Another car traveling south on NM 68 came upon the accident six minutes after the collision. After realizing that nothing could have survived the inferno, the driver turned back toward Taos to telephone for help from the Trinity Bar. When the emergency vehicles arrived, there was nothing they could do but try to keep the blaze from spreading to the surrounding juniper and piñon trees. It took three hours for the fire to burn itself out. Fire fighters doused the site with foam to guard against another flare-up, but this only served to seal the tomb.

The next day, curiosity seekers from both sides of the closed highway swarmed over the hills for a look, but nothing was left at the scene except a surreal metal sculpture, smoldering ash and the stench of burnt rubber.

A piece of evidence that had miraculously survived the impact of the crash and resulting blaze—the van’s rear license plate—allowed state police to trace the ownership and determine that it had been signed out to Dr. Lawrence Kingman, deputy director of the Los Alamos National Laboratory, who had been squiring around some scientists visiting New Mexico under the Russia/U.S. Nuclear Cooperation Pact. Someone at Los Alamos remembered that Kingman and a few others attending a dinner at the Hilltop House Hotel earlier that evening had headed down the mesa for drinks afterward.

The police spoke to a waitress at the Trinity Bar who clearly remembered the group and was able to confirm that there had been three Russians and two Americans. The Russkies had been obvious, she’d said, rolling her eyes at the memory of the new cowboy getups they had worn. The table had ordered several drinks over a couple of hours, although they hadn’t been staggering or anything when they left. She was really sad to hear about the accident—the older American had seemed like a good guy.

The federal government took a close interest in the follow-up investigation and insisted that the van and the remains of its occupants be returned. The coroner explained that anything they scraped off the melted highway would consist primarily of American automotive technology and very little by way of identifiable human remains. Investigators were sifting through the rubble, but the blaze appeared to have made as effective a funeral pyre as any crematorium could boast, if a little less tidy.

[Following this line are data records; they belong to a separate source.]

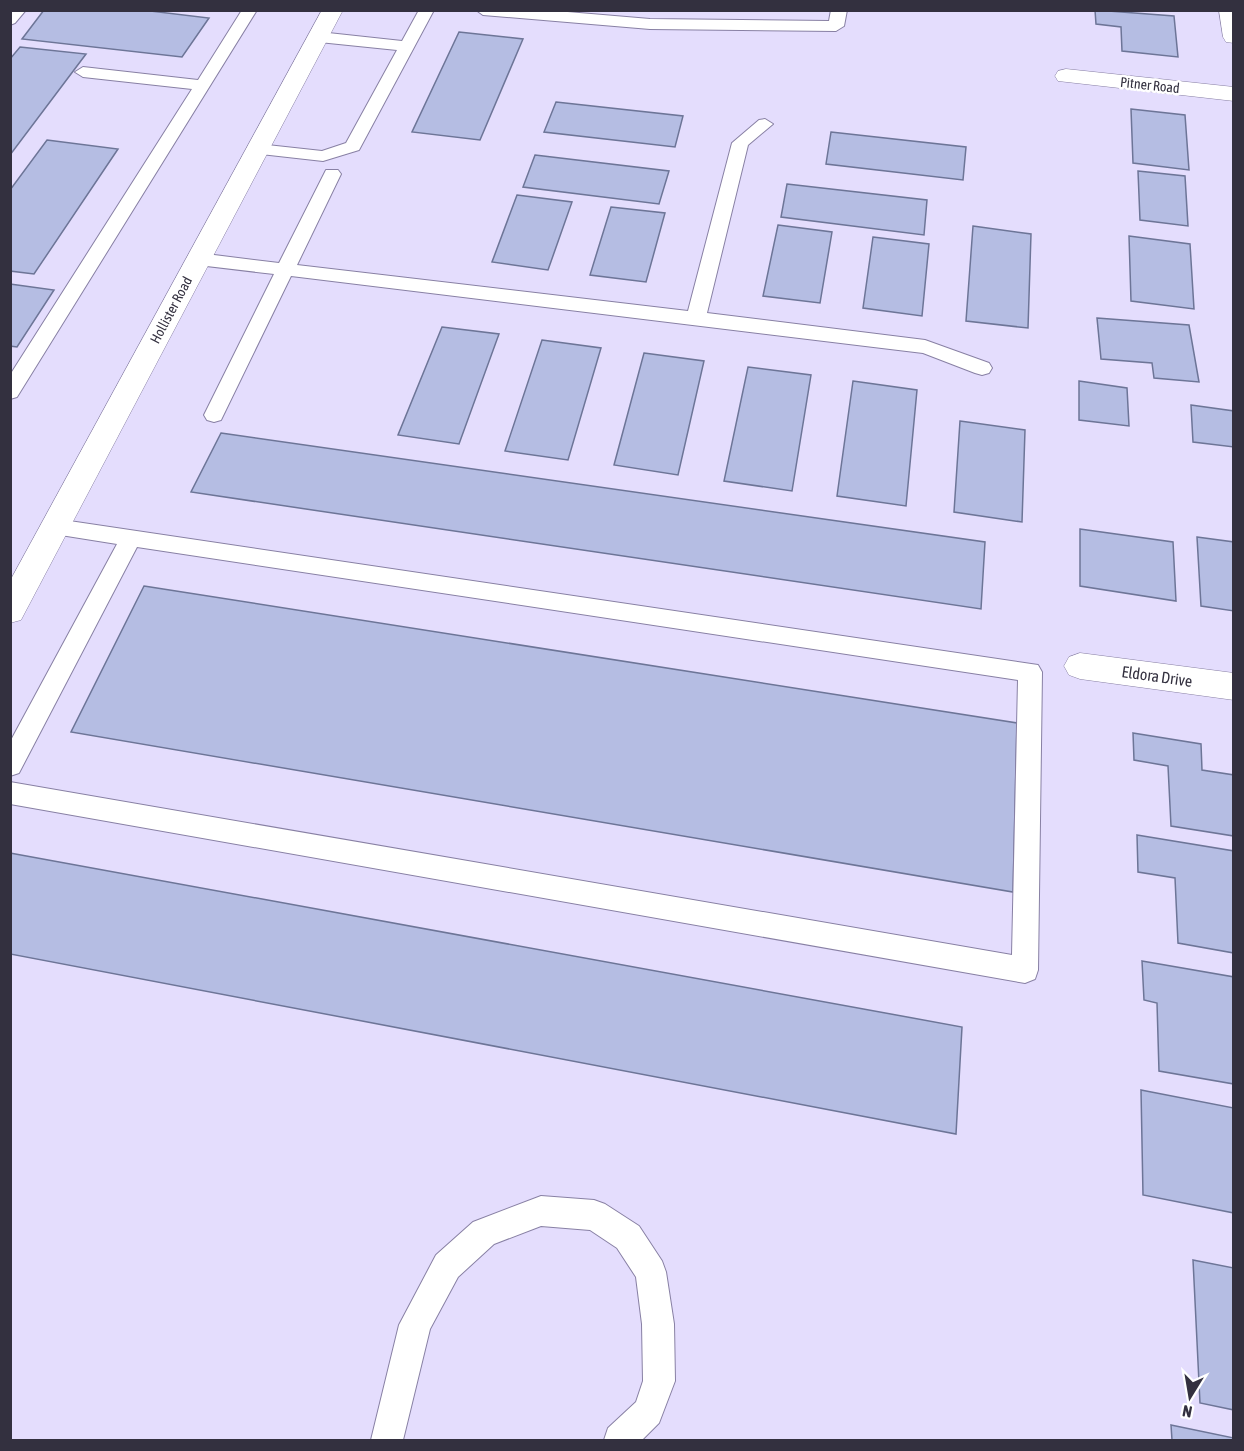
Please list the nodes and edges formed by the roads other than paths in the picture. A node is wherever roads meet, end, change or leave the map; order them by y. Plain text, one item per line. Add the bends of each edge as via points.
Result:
1 (19, 10) edge
2 (250, 10) edge
3 (333, 10) edge
4 (427, 10) edge
5 (483, 10) edge
6 (839, 10) edge
7 (1229, 10) edge
8 (10, 20) edge
9 (319, 37) junction
10 (1233, 37) edge
11 (407, 46) junction
12 (83, 72) dead end
13 (1066, 76) dead end
14 (203, 85) junction
15 (1233, 94) edge
16 (765, 124) dead end
17 (258, 148) junction
18 (332, 174) dead end
19 (198, 259) junction
20 (285, 269) junction
21 (696, 318) junction
22 (982, 368) dead end
23 (12, 388) edge
24 (214, 415) dead end
25 (56, 527) junction
26 (131, 538) junction
27 (10, 611) edge
28 (1080, 666) dead end
29 (1233, 687) edge
30 (10, 766) edge
31 (10, 793) edge
32 (387, 1440) edge
33 (620, 1440) edge

1 - 8 lane
2 - 14 lane
3 - 9 street, Hollister Road
4 - 11 lane
5 - 6 lane via 650,24 836,26
7 - 10 street
9 - 11 lane
9 - 17 street, Hollister Road
11 - 17 lane via 353,146 323,156
12 - 14 lane
13 - 15 street, Pitner Road
14 - 23 lane
16 - 21 lane via 740,143
17 - 19 street, Hollister Road
18 - 20 lane
19 - 20 lane
19 - 25 street, Hollister Road
20 - 21 lane
20 - 24 lane
21 - 22 lane via 925,347
25 - 26 lane
25 - 27 street, Hollister Road
26 - 30 lane
26 - 31 lane via 1030,672 1025,970
28 - 29 street, Eldora Drive
32 - 33 lane via 415,1325 447,1266 484,1233 541,1211 594,1215 628,1237 651,1272 658,1324 658,1382 648,1412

All the same, the federal men were insistent, and around northern New Mexico everyone knew that you didn’t argue with the feds. They had played a mysterious role in the area ever since World War II, when Manhattan Project scientists working at Los Alamos had conducted a top-secret test—code-named Trinity—of the world’s first atomic bomb. The Trinity test had led directly to the bombing of Hiroshima and Nagasaki and the end of the war with Japan.

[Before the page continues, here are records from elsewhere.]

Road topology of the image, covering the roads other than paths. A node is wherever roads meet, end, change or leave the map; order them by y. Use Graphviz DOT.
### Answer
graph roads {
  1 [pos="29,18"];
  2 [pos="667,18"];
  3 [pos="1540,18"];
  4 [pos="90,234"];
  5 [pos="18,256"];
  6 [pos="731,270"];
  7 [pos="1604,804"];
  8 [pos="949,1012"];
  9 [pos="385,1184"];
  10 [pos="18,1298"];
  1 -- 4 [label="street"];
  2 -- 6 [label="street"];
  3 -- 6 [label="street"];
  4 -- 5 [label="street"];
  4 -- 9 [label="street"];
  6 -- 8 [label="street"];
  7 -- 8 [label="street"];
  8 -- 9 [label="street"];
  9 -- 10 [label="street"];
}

If the feds wanted a bulldozed pile of ashes and twisted steel, the coroner decided, they were welcome to it.

4

His secretary hadn’t arrived yet when Mariah entered her chief’s office the next morning to go over the report on the terrorist arms connection. Frank Tucker was there, though, standing at the window and talking on the phone. She hesitated in the doorway, but he spotted her and waved her in, raising a finger to indicate he would be done in a minute.